Before this paper, you had two unsatisfying options: parametric models (linear regressions with interactions) that were interpretable but likely misspecified, or flexible ML methods (boosted trees, neural nets) that could capture complex heterogeneity but offered no uncertainty quantification. Causal forests sit at the intersection — flexible enough to discover nonlinear heterogeneity, rigorous enough to provide valid standard errors.
The paper has over 3,000 citations and spawned the widely-used grf (Generalized Random Forests) R package, which has become the default tool for CATE estimation in applied economics and the social sciences.
The Key Insight: Honest Estimation
The central innovation is honesty. In a standard random forest, the same data that determines the tree splits also generates the predictions. This double-dipping biases the estimates and makes inference impossible. Wager and Athey’s fix: split each tree’s training sample in two.
- Splitting sample (I): Used only to determine the tree structure — where to partition the covariate space.
- Estimation sample (J): Used only to estimate the treatment effect within each leaf.
Because the estimation sample played no role in choosing the partition, the leaf-level estimates are unbiased conditional on the tree structure. This separation is what makes valid inference possible.
The Lineage: Where This Fits
The intellectual thread here braids together two traditions that rarely talk to each other:
From the ML side: Breiman’s random forests (2001) and the subsequent literature on ensemble methods. Random forests had strong empirical performance but essentially no inferential theory. Breiman himself was skeptical of the statistics community’s focus on models and inference, famously arguing in his “Two Cultures” paper (2001) that prediction accuracy was what mattered.
From the causal inference side: The Rubin causal model and the literature on treatment effect heterogeneity. Economists and biostatisticians cared deeply about uncertainty quantification but relied on parametric models that couldn’t capture complex heterogeneity without manual feature engineering.
The tension: ML had the flexibility but not the theory; econometrics had the theory but not the flexibility.
Key predecessors in bridging this gap include Athey and Imbens (2016) on “honest” recursive partitioning for causal effects (the single-tree version), the broader literature on semiparametric efficiency theory (Hahn 1998, Hirano-Imbens-Ridder 2003), and the random forest consistency results by Biau (2012) and Scornet, Biau, and Vert (2015).
| Method | Flexibility | Valid Inference | Heterogeneity |
|---|---|---|---|
| OLS with interactions | Low | Yes | Manual specification |
| LASSO/Ridge | Medium | Approximate | Linear only |
| Bayesian CART (BART) | High | Bayesian credible intervals | Yes |
| Standard random forest | High | No | Yes (point estimates) |
| Causal forest | High | Yes (asymptotic) | Yes (automatic) |
| Neural net (e.g., TARNet) | Very high | No (without extra work) | Yes |
How It Works: The Technical Core
The Estimand
For individual \(i\) with covariates \(X_i\), treatment \(W_i \in \{0, 1\}\), and outcome \(Y_i\), the target is:
\[ \tau(x) = E[Y_i(1) - Y_i(0) \mid X_i = x] \]

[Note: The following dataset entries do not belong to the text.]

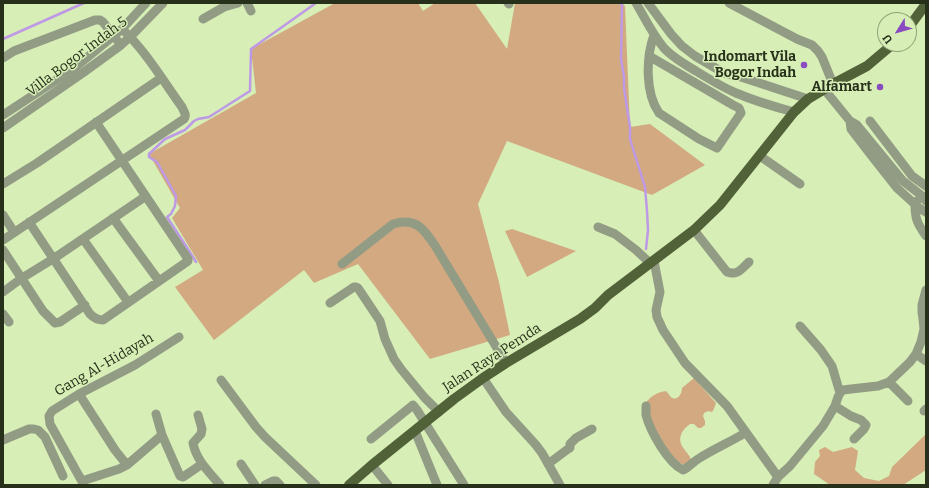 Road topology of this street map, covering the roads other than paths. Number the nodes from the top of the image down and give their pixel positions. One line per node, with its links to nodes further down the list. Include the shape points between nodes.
1 (146, 3): 11 (street, Villa Bogor Indah 5)
2 (163, 3): 14 (street, Villa Bogor Indah 5)
3 (238, 3): 8 (street)
4 (636, 3): 12 (street)
5 (648, 3): 19 (street, via 670,34 688,51 724,73)
6 (729, 3): 21 (street, via 812,45 822,57)
7 (926, 4): 9 (main road)
8 (226, 5): 10 (street)
9 (917, 17)
10 (203, 19)
11 (122, 29): 13 (street, Villa Bogor Indah 5); 14 (street)
12 (654, 35): 17 (street); 24 (street, via 677,59)
13 (114, 36): 15 (street); 18 (street, via 100,20 95,20 14,51); 29 (street, Villa Bogor Indah 5, via 73,69)
14 (130, 37): 15 (street, Villa Bogor Indah 5); 20 (street)
15 (121, 45): 33 (street, Villa Bogor Indah 5)
16 (884, 52): 21 (main road, Jalan Raya Pemda, via 867,66)
17 (649, 56): 26 (street); 26 (street, via 650,93 654,107 658,113 699,139 717,148 741,113 739,108)
18 (3, 58)
19 (741, 77): 22 (street); 24 (street)
20 (161, 78): 32 (street); 35 (street, via 182,107 186,117)
21 (833, 84): 23 (main road, Jalan Raya Pemda)
22 (774, 88): 25 (street); 27 (street)
23 (824, 89): 25 (main road, Jalan Raya Pemda); 30 (street)
24 (736, 93): 26 (street); 27 (street)
25 (808, 99): 28 (main road, Jalan Raya Pemda)
26 (733, 105)
27 (768, 105): 28 (street)
28 (794, 112): 34 (main road, Jalan Raya Pemda)
29 (3, 115)
30 (850, 121): 38 (street, via 857,125 903,181); 40 (street, via 851,129 870,155 897,188)
31 (870, 121): 38 (street)
32 (96, 122): 35 (street); 36 (street)
33 (3, 128)
34 (760, 156): 37 (street); 46 (main road, Jalan Raya Pemda, via 720,206)
35 (122, 161): 39 (street); 44 (street)
36 (3, 184)
37 (800, 184)
38 (925, 193): 40 (street)
39 (146, 196): 43 (street); 57 (street, via 188,259)
40 (915, 204): 41 (street); 48 (street, via 916,220)
41 (926, 212)
42 (3, 215): 47 (street)
43 (113, 218): 49 (street); 57 (street)
44 (29, 222): 47 (street); 52 (street)
45 (598, 227): 53 (street, via 615,234)
46 (694, 230): 53 (main road, Jalan Raya Pemda); 54 (street, via 727,272 736,274)
47 (14, 232): 50 (street)
48 (926, 236)
49 (83, 239): 52 (street); 60 (street)
50 (3, 240)
51 (3, 250): 56 (street)
52 (53, 259): 56 (street); 62 (street)
53 (652, 262): 68 (main road, Jalan Raya Pemda, via 580,319); 83 (street, via 660,292 656,310 663,330 685,363 727,406)
54 (750, 262)
55 (342, 264): 68 (street, via 393,224 411,222 418,225 434,244)
56 (22, 278): 59 (street); 62 (street, via 55,323)
57 (159, 281): 60 (street)
58 (926, 290): 63 (street, via 922,305)
59 (3, 292)
60 (128, 302): 62 (street, via 103,320 95,319)
61 (330, 303): 77 (street, via 354,287 358,288 380,321 394,359)
62 (85, 305)
63 (925, 320): 66 (street)
64 (800, 326): 72 (street, via 832,366)
65 (179, 337): 73 (street, Gang Al-Hidayah, via 135,365)
66 (916, 354): 67 (street); 71 (street)
67 (926, 361)
68 (506, 363): 69 (main road, Jalan Raya Pemda)
69 (482, 378): 77 (main road, Jalan Raya Pemda); 90 (street, via 506,412 536,445)
70 (221, 380): 100 (street, via 256,427)
71 (889, 382): 72 (street, via 878,386 851,388); 74 (street)
72 (840, 393): 76 (street)
73 (79, 394): 91 (street); 95 (street, Gang Al-Hidayah, via 52,411 49,420)
74 (908, 401)
75 (646, 406): 83 (street, via 646,415 657,441 683,470 697,459)
76 (835, 406): 86 (street, via 866,425); 94 (street, via 806,448)
77 (439, 412): 80 (main road, Jalan Raya Pemda)
78 (156, 414): 84 (street)
79 (198, 415): 88 (street, via 202,429 201,434 193,442)
80 (425, 423): 82 (main road, Jalan Raya Pemda); 85 (street, via 412,406); 104 (street)
81 (592, 429): 90 (street, via 576,438 568,450)
82 (415, 431): 92 (main road, Jalan Raya Pemda); 103 (street)
83 (745, 433): 94 (street)
84 (162, 435): 88 (street, via 181,477); 91 (street)
85 (371, 439)
86 (854, 439)
87 (3, 440): 93 (street, via 29,429 38,430 45,437)
88 (202, 464): 96 (street)
89 (241, 464): 97 (street)
90 (548, 464): 105 (street)
91 (127, 465): 95 (street)
92 (372, 465): 101 (main road, Jalan Raya Pemda); 102 (street)
93 (63, 476)
94 (775, 481)
95 (83, 483)
96 (220, 485)
97 (255, 485)
98 (265, 485): 99 (street, via 276,481)
99 (280, 485)
100 (316, 485)
101 (349, 485)
102 (388, 485)
103 (437, 485)
104 (464, 485)
105 (560, 485) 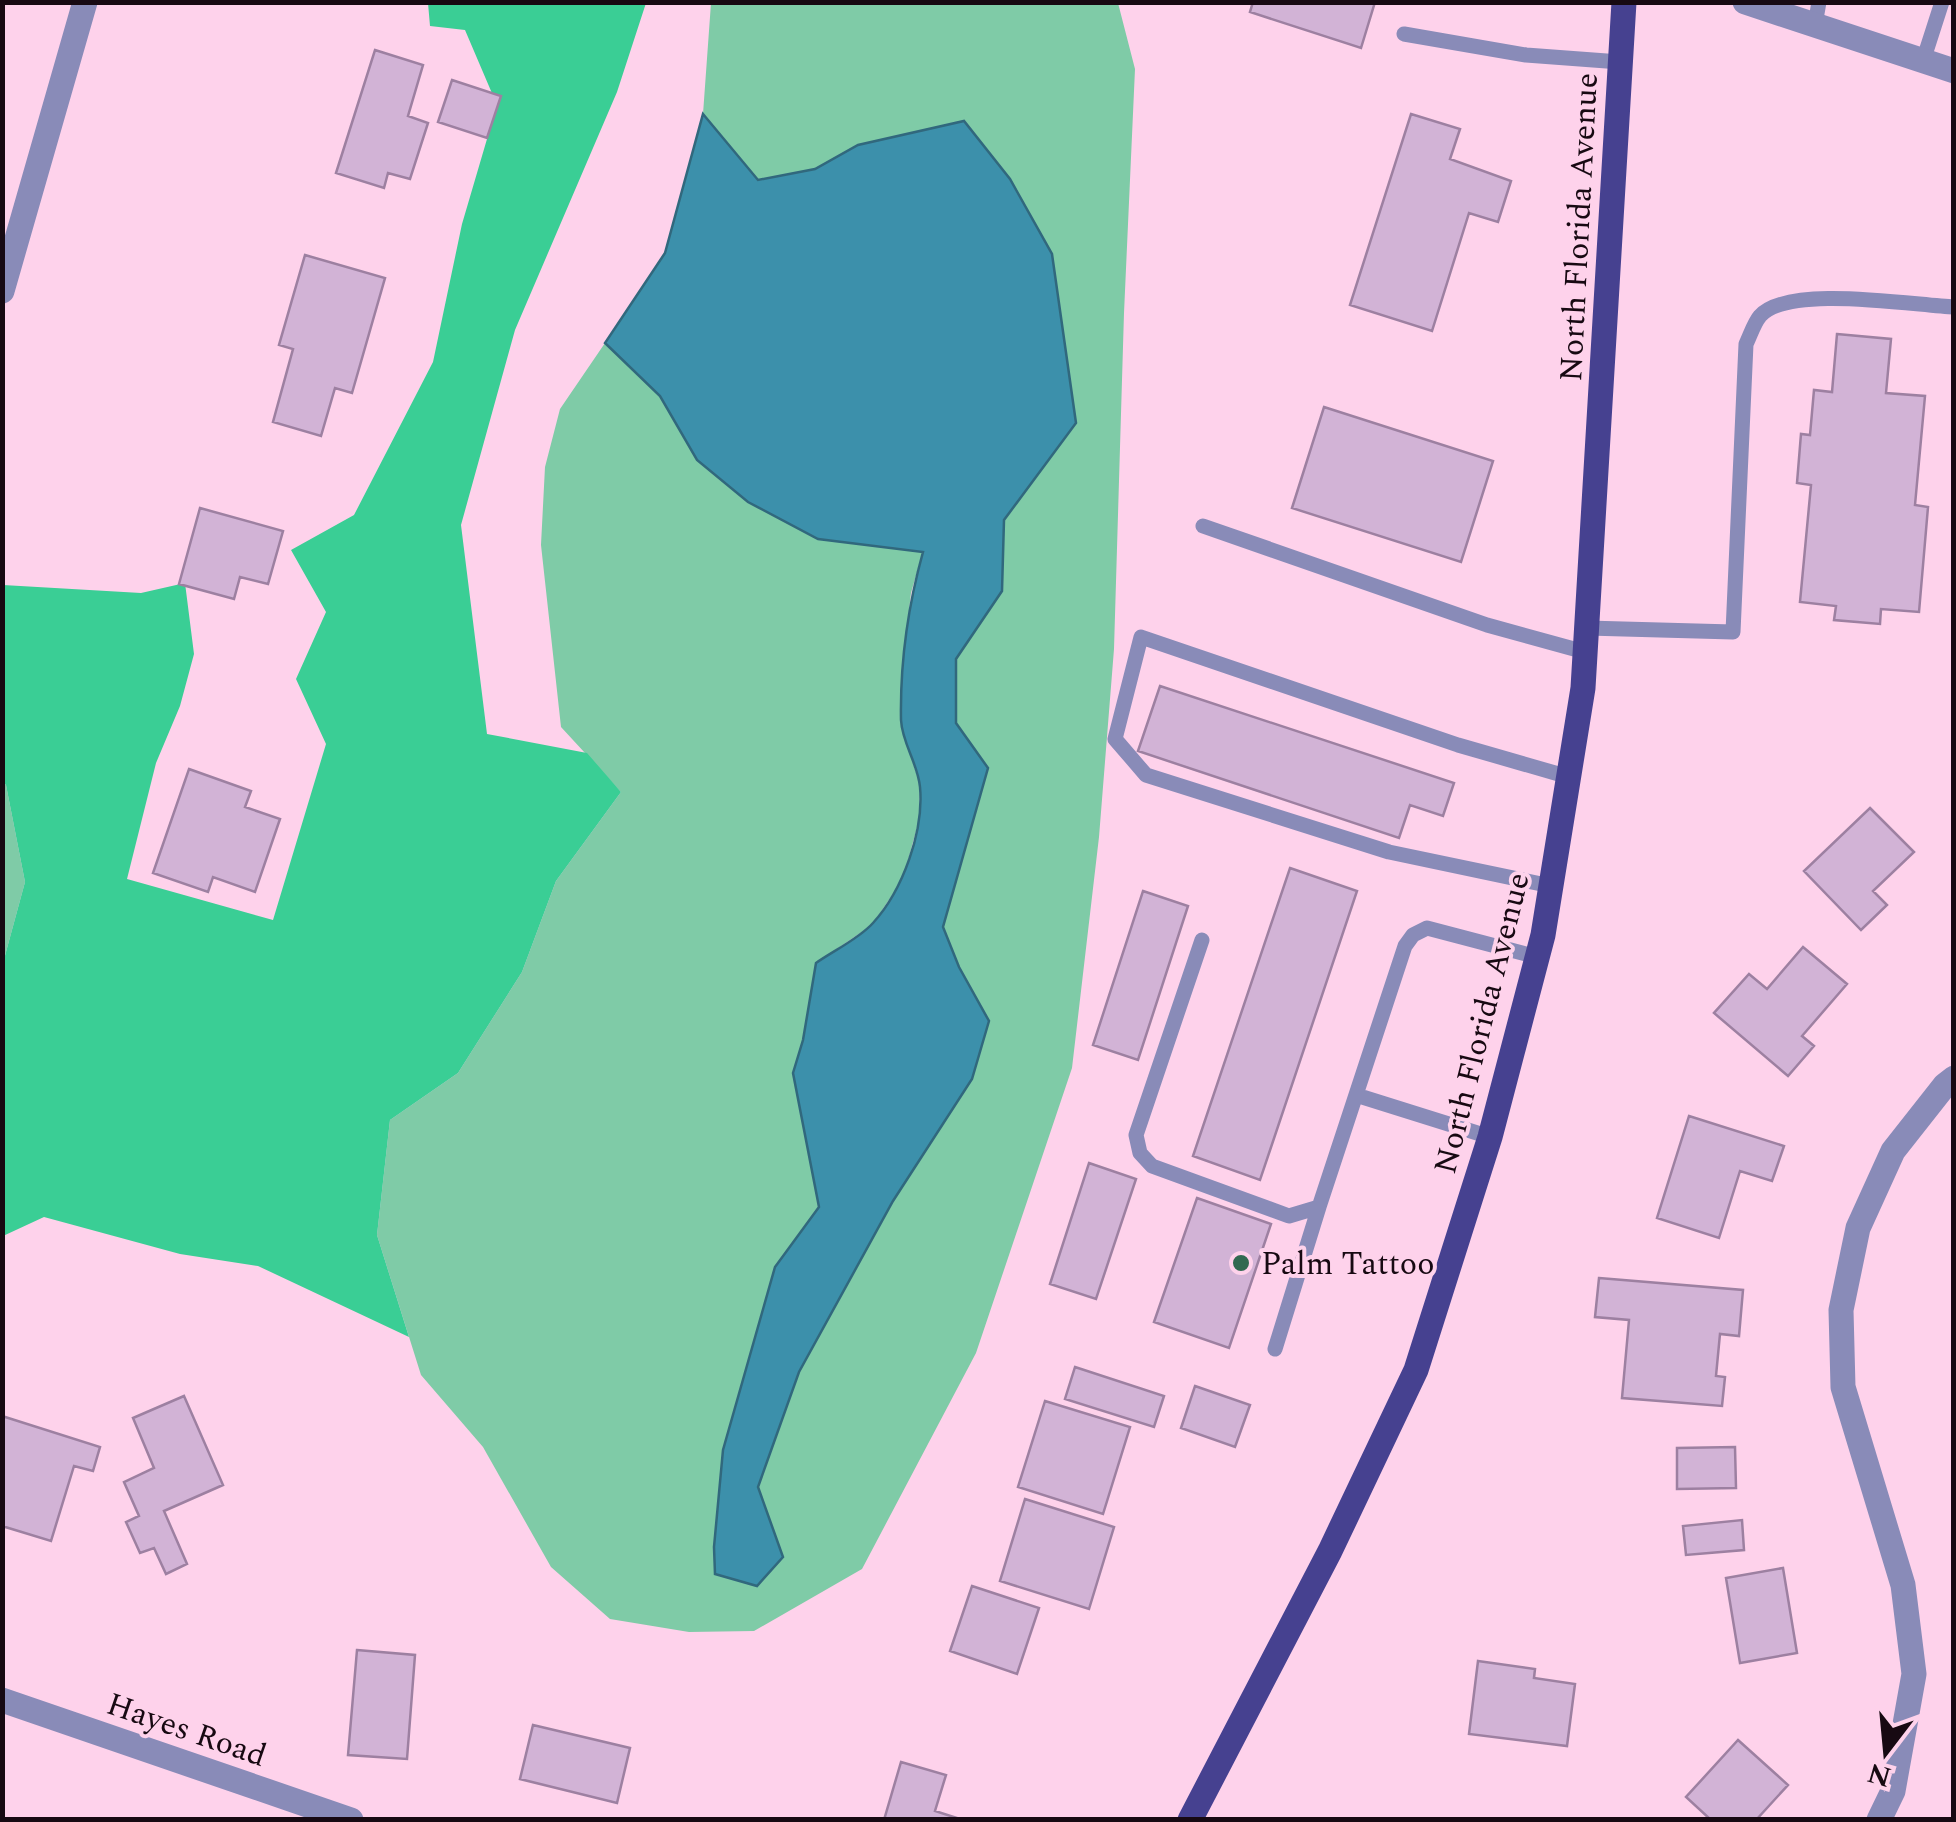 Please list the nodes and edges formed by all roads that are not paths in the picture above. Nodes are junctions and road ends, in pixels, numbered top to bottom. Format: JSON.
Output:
{"nodes":[{"id":1,"x":86,"y":2,"type":"edge"},
{"id":2,"x":1624,"y":2,"type":"edge"},
{"id":3,"x":1745,"y":2,"type":"edge"},
{"id":4,"x":1942,"y":2,"type":"edge"},
{"id":5,"x":1817,"y":14,"type":"edge"},
{"id":6,"x":1404,"y":34,"type":"dead end"},
{"id":7,"x":1923,"y":61,"type":"junction"},
{"id":8,"x":1620,"y":62,"type":"junction"},
{"id":9,"x":1954,"y":72,"type":"edge"},
{"id":10,"x":2,"y":291,"type":"edge"},
{"id":11,"x":1954,"y":307,"type":"edge"},
{"id":12,"x":1203,"y":526,"type":"dead end"},
{"id":13,"x":1586,"y":640,"type":"junction"},
{"id":14,"x":1569,"y":777,"type":"junction"},
{"id":15,"x":1551,"y":886,"type":"junction"},
{"id":16,"x":1202,"y":940,"type":"dead end"},
{"id":17,"x":1537,"y":957,"type":"junction"},
{"id":18,"x":1954,"y":1078,"type":"edge"},
{"id":19,"x":1356,"y":1095,"type":"junction"},
{"id":20,"x":1490,"y":1136,"type":"junction"},
{"id":21,"x":1319,"y":1207,"type":"junction"},
{"id":22,"x":1275,"y":1349,"type":"dead end"},
{"id":23,"x":2,"y":1700,"type":"edge"},
{"id":24,"x":351,"y":1820,"type":"edge"},
{"id":25,"x":1190,"y":1820,"type":"edge"},
{"id":26,"x":1879,"y":1820,"type":"edge"}],
"edges":[{"from":1,"to":10,"type":"street"},
{"from":2,"to":8,"type":"main road","name":"North Florida Avenue"},
{"from":3,"to":5,"type":"street"},
{"from":4,"to":7,"type":"lane"},
{"from":5,"to":7,"type":"street"},
{"from":6,"to":8,"type":"lane"},
{"from":7,"to":9,"type":"street"},
{"from":8,"to":13,"type":"main road","name":"North Florida Avenue"},
{"from":11,"to":13,"type":"lane"},
{"from":12,"to":13,"type":"lane"},
{"from":13,"to":14,"type":"main road","name":"North Florida Avenue"},
{"from":14,"to":15,"type":"main road","name":"North Florida Avenue"},
{"from":14,"to":15,"type":"lane"},
{"from":15,"to":17,"type":"main road","name":"North Florida Avenue"},
{"from":16,"to":21,"type":"lane"},
{"from":17,"to":19,"type":"lane"},
{"from":17,"to":20,"type":"main road","name":"North Florida Avenue"},
{"from":18,"to":26,"type":"street"},
{"from":19,"to":20,"type":"lane"},
{"from":19,"to":21,"type":"lane"},
{"from":20,"to":25,"type":"main road","name":"North Florida Avenue"},
{"from":21,"to":22,"type":"lane"},
{"from":23,"to":24,"type":"street","name":"Hayes Road"}]}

This is the conditional average treatment effect (CATE) — how much the treatment helps someone with characteristics \(x\).
The Forest Estimator
A causal forest estimates \(\tau(x)\) as a weighted average of observed treatment effects:
\[ \hat{\tau}(x) = \sum_{i=1}^{n} \alpha_i(x) \cdot Y_i \]
where the weights \(\alpha_i(x)\) are determined by how often observation \(i\) falls in the same leaf as the target point \(x\) across trees. Observations that frequently “neighbor” \(x\) in the forest get high weights.
Critically, these weights come only from the estimation samples — the observations that did not participate in building the tree structures. This is the honesty property at work.
The Splitting Rule
Standard random forests split to minimize prediction error (e.g., MSE of \(Y\)). Causal forests instead split to maximize heterogeneity of treatment effects. At each candidate split, the algorithm asks: does dividing the data here create child nodes with substantially different average treatment effects?
The paper proposes maximizing:
\[ \Delta(\text{split}) = \left(\hat{\tau}_{\text{left}} - \hat{\tau}_{\text{right}}\right)^2 \]
weighted by the number of observations on each side. This ensures the tree partitions the covariate space along the dimensions where treatment effect heterogeneity is greatest.
The Subsampling Trick
Standard random forests use bootstrap sampling (sample \(n\) observations with replacement). Causal forests instead use subsampling without replacement — drawing \(s \ll n\) observations per tree. This is crucial for the asymptotic theory: it ensures each tree is built on a vanishing fraction of the data, which controls the correlation between trees and enables the central limit theorem to kick in.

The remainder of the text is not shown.